ABOUT THIS EXERCISE: Everything in the entries below should be restated exactly, except for the pictures.

----------------------------------------

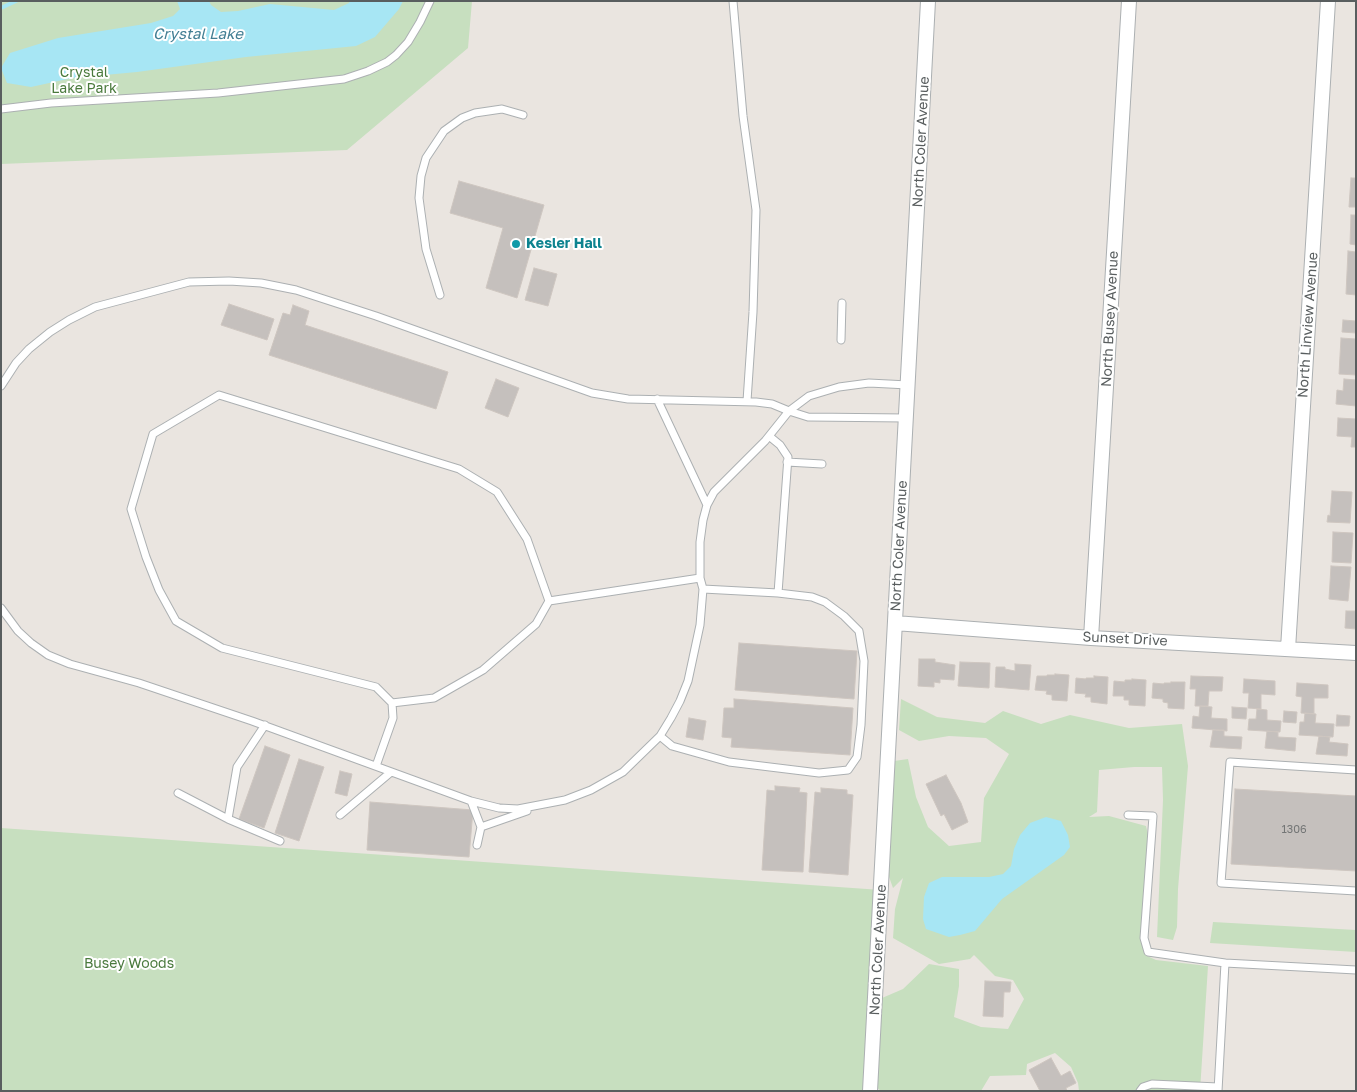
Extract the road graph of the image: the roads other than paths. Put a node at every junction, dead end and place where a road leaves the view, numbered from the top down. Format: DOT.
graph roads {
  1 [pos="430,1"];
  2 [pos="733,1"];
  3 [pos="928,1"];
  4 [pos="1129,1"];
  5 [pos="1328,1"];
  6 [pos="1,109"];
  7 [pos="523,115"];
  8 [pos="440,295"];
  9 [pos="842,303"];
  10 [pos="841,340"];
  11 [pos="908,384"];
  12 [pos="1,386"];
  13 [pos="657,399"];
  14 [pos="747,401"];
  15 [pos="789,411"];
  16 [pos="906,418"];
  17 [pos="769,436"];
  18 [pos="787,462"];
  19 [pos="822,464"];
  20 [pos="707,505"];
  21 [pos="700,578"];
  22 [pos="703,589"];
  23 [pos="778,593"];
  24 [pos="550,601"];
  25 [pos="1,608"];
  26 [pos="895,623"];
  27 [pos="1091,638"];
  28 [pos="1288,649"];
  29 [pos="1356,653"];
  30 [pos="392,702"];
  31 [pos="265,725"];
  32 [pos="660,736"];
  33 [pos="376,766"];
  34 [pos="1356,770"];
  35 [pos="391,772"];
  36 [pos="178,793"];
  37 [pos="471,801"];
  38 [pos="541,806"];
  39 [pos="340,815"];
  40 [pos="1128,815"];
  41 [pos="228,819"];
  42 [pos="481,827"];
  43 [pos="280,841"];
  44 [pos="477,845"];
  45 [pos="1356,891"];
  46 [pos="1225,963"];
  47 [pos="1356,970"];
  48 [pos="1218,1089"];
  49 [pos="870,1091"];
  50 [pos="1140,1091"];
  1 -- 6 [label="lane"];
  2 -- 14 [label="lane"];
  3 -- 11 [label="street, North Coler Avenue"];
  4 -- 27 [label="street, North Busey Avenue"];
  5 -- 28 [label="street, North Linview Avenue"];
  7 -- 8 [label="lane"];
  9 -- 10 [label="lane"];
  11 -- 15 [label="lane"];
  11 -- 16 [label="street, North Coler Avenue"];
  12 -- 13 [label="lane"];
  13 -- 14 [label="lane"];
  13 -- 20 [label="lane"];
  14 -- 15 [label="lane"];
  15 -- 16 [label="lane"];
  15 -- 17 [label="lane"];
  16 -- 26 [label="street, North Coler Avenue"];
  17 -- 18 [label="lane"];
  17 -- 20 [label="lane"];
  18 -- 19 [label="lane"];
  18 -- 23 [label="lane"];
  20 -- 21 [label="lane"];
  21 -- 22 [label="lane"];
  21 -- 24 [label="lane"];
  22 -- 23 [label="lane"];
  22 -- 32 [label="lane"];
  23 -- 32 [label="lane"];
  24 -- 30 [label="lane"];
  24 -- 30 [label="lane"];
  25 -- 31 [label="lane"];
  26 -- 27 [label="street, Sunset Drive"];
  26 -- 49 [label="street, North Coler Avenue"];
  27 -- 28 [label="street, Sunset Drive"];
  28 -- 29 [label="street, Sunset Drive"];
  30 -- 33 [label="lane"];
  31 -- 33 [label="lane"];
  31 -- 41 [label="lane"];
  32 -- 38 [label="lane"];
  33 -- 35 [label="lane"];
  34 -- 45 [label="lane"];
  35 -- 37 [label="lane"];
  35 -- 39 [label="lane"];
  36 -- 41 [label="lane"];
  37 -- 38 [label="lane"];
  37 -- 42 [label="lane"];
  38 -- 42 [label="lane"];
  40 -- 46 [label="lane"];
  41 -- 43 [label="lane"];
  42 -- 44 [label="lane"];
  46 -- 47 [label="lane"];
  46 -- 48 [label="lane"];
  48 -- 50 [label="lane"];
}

----------------------------------------

REPLY:
Extract the road graph of the image: the roads other than paths. Put a node at every junction, dead end and place where a road leaves the view, numbered from the top down. Format: DOT.
graph roads {
  1 [pos="430,1"];
  2 [pos="733,1"];
  3 [pos="928,1"];
  4 [pos="1129,1"];
  5 [pos="1328,1"];
  6 [pos="1,109"];
  7 [pos="523,115"];
  8 [pos="440,295"];
  9 [pos="842,303"];
  10 [pos="841,340"];
  11 [pos="908,384"];
  12 [pos="1,386"];
  13 [pos="657,399"];
  14 [pos="747,401"];
  15 [pos="789,411"];
  16 [pos="906,418"];
  17 [pos="769,436"];
  18 [pos="787,462"];
  19 [pos="822,464"];
  20 [pos="707,505"];
  21 [pos="700,578"];
  22 [pos="703,589"];
  23 [pos="778,593"];
  24 [pos="550,601"];
  25 [pos="1,608"];
  26 [pos="895,623"];
  27 [pos="1091,638"];
  28 [pos="1288,649"];
  29 [pos="1356,653"];
  30 [pos="392,702"];
  31 [pos="265,725"];
  32 [pos="660,736"];
  33 [pos="376,766"];
  34 [pos="1356,770"];
  35 [pos="391,772"];
  36 [pos="178,793"];
  37 [pos="471,801"];
  38 [pos="541,806"];
  39 [pos="340,815"];
  40 [pos="1128,815"];
  41 [pos="228,819"];
  42 [pos="481,827"];
  43 [pos="280,841"];
  44 [pos="477,845"];
  45 [pos="1356,891"];
  46 [pos="1225,963"];
  47 [pos="1356,970"];
  48 [pos="1218,1089"];
  49 [pos="870,1091"];
  50 [pos="1140,1091"];
  1 -- 6 [label="lane"];
  2 -- 14 [label="lane"];
  3 -- 11 [label="street, North Coler Avenue"];
  4 -- 27 [label="street, North Busey Avenue"];
  5 -- 28 [label="street, North Linview Avenue"];
  7 -- 8 [label="lane"];
  9 -- 10 [label="lane"];
  11 -- 15 [label="lane"];
  11 -- 16 [label="street, North Coler Avenue"];
  12 -- 13 [label="lane"];
  13 -- 14 [label="lane"];
  13 -- 20 [label="lane"];
  14 -- 15 [label="lane"];
  15 -- 16 [label="lane"];
  15 -- 17 [label="lane"];
  16 -- 26 [label="street, North Coler Avenue"];
  17 -- 18 [label="lane"];
  17 -- 20 [label="lane"];
  18 -- 19 [label="lane"];
  18 -- 23 [label="lane"];
  20 -- 21 [label="lane"];
  21 -- 22 [label="lane"];
  21 -- 24 [label="lane"];
  22 -- 23 [label="lane"];
  22 -- 32 [label="lane"];
  23 -- 32 [label="lane"];
  24 -- 30 [label="lane"];
  24 -- 30 [label="lane"];
  25 -- 31 [label="lane"];
  26 -- 27 [label="street, Sunset Drive"];
  26 -- 49 [label="street, North Coler Avenue"];
  27 -- 28 [label="street, Sunset Drive"];
  28 -- 29 [label="street, Sunset Drive"];
  30 -- 33 [label="lane"];
  31 -- 33 [label="lane"];
  31 -- 41 [label="lane"];
  32 -- 38 [label="lane"];
  33 -- 35 [label="lane"];
  34 -- 45 [label="lane"];
  35 -- 37 [label="lane"];
  35 -- 39 [label="lane"];
  36 -- 41 [label="lane"];
  37 -- 38 [label="lane"];
  37 -- 42 [label="lane"];
  38 -- 42 [label="lane"];
  40 -- 46 [label="lane"];
  41 -- 43 [label="lane"];
  42 -- 44 [label="lane"];
  46 -- 47 [label="lane"];
  46 -- 48 [label="lane"];
  48 -- 50 [label="lane"];
}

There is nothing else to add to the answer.